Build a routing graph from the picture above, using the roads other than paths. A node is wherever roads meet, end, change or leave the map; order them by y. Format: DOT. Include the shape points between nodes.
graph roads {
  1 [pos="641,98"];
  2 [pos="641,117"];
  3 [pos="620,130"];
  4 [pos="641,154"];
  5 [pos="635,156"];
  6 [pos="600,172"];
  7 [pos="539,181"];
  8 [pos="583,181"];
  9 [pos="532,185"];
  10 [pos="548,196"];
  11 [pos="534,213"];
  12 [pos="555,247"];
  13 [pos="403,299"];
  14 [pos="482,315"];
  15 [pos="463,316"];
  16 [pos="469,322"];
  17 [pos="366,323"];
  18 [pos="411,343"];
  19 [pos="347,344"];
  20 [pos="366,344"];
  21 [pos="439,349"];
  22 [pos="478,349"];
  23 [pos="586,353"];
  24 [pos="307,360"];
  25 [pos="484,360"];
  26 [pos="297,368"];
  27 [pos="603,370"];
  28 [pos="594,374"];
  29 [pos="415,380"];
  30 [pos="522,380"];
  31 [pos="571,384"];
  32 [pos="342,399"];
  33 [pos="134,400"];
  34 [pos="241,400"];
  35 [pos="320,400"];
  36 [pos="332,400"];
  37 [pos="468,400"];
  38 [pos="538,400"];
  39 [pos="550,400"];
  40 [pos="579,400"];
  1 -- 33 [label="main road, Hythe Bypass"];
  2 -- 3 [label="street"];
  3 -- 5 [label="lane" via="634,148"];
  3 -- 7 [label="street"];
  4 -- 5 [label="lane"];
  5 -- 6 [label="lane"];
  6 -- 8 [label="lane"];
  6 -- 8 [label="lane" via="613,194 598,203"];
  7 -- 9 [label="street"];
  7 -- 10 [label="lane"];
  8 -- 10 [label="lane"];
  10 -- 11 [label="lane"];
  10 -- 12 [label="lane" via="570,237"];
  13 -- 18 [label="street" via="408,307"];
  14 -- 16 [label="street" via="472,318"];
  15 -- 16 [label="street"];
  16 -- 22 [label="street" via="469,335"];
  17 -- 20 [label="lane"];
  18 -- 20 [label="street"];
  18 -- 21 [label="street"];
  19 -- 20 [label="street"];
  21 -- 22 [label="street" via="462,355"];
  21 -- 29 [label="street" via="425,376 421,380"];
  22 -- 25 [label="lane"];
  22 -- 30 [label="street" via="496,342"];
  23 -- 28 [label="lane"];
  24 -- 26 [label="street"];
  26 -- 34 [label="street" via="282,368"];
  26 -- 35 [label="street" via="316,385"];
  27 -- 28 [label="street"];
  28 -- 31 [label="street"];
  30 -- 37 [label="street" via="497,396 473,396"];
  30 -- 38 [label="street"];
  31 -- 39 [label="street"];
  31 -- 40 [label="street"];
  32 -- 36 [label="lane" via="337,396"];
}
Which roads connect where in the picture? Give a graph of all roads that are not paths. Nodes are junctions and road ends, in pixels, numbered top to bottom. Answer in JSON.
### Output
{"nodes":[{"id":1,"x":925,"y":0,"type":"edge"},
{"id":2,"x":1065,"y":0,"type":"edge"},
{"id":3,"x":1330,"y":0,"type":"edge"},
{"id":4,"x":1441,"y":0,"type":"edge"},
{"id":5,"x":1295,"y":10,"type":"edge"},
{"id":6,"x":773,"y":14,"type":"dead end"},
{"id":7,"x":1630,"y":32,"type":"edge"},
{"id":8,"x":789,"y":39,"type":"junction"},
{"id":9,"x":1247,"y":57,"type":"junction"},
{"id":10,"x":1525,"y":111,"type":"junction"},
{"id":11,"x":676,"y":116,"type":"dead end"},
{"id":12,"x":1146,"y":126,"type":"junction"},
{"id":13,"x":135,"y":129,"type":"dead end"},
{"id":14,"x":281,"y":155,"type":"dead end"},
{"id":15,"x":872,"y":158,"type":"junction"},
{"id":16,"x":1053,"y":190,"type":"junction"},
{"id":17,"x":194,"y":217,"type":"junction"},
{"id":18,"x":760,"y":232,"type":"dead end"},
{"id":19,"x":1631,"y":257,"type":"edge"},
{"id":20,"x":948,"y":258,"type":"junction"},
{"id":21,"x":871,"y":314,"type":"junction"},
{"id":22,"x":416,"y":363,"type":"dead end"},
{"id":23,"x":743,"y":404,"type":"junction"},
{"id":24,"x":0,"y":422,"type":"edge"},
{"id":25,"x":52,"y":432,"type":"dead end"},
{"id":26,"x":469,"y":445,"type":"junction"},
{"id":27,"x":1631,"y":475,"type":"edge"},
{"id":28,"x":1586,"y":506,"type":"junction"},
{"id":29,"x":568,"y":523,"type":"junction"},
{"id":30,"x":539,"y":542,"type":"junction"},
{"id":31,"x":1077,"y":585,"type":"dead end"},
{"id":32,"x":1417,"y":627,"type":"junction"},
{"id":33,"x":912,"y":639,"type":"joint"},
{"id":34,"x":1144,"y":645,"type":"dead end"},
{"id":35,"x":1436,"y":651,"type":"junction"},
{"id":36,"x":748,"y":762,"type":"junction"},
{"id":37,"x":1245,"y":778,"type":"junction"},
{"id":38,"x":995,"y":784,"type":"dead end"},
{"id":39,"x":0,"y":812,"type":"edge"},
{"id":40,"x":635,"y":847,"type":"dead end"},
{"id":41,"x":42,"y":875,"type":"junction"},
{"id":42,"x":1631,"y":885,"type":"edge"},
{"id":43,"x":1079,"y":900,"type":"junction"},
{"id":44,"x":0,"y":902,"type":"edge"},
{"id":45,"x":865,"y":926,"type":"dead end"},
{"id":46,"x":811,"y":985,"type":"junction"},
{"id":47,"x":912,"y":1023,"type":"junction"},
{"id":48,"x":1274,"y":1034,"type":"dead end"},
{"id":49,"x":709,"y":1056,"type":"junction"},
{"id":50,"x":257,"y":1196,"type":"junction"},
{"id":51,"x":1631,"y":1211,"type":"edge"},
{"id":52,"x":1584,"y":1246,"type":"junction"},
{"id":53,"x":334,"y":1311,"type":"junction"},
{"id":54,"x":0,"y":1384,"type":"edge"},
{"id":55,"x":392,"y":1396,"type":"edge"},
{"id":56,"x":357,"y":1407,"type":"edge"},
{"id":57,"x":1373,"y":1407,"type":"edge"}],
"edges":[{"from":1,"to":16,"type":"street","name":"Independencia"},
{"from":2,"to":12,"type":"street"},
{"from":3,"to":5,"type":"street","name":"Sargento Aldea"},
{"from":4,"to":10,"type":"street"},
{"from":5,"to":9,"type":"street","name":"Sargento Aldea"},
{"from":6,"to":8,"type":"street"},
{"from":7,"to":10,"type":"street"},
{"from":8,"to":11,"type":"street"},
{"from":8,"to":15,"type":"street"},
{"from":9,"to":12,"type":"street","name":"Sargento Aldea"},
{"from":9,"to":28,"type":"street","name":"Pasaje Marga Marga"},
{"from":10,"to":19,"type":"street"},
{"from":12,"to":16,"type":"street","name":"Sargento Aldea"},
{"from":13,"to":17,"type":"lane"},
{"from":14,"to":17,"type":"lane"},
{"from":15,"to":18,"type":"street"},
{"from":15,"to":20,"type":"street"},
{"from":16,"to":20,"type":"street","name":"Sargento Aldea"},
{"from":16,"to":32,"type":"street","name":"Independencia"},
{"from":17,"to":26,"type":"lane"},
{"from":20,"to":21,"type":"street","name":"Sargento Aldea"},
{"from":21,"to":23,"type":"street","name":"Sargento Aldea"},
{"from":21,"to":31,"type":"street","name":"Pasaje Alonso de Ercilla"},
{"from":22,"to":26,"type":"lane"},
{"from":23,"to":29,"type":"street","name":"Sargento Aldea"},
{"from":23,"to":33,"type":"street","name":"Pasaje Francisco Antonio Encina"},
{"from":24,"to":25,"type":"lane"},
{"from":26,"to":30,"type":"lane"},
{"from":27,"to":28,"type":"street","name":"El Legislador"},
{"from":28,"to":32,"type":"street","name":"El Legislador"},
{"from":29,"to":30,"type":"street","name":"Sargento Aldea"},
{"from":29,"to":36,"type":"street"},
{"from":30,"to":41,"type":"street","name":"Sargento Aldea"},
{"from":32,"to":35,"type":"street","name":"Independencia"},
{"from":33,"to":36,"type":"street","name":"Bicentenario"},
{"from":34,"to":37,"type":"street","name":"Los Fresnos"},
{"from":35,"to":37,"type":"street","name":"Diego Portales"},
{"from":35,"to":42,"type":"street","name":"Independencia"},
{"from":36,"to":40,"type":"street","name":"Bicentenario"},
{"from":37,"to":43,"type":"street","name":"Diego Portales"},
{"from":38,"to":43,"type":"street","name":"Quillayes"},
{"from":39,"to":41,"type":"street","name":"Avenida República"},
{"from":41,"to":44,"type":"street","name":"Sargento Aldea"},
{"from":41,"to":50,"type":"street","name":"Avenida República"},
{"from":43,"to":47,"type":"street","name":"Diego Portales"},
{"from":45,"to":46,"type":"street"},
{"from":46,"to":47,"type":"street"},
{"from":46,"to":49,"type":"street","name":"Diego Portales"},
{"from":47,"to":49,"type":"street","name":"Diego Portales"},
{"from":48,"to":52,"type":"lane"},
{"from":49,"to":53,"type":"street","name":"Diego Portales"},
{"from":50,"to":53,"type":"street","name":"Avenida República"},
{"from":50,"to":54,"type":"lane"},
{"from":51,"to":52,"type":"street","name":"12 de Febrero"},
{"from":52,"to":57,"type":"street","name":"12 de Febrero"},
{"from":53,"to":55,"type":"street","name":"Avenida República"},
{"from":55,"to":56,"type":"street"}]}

• **Aim of the task**
Retrieve all lines from the data that contain the string "Bicentenario".

• **Answer box**
{"from":33,"to":36,"type":"street","name":"Bicentenario"},
{"from":36,"to":40,"type":"street","name":"Bicentenario"},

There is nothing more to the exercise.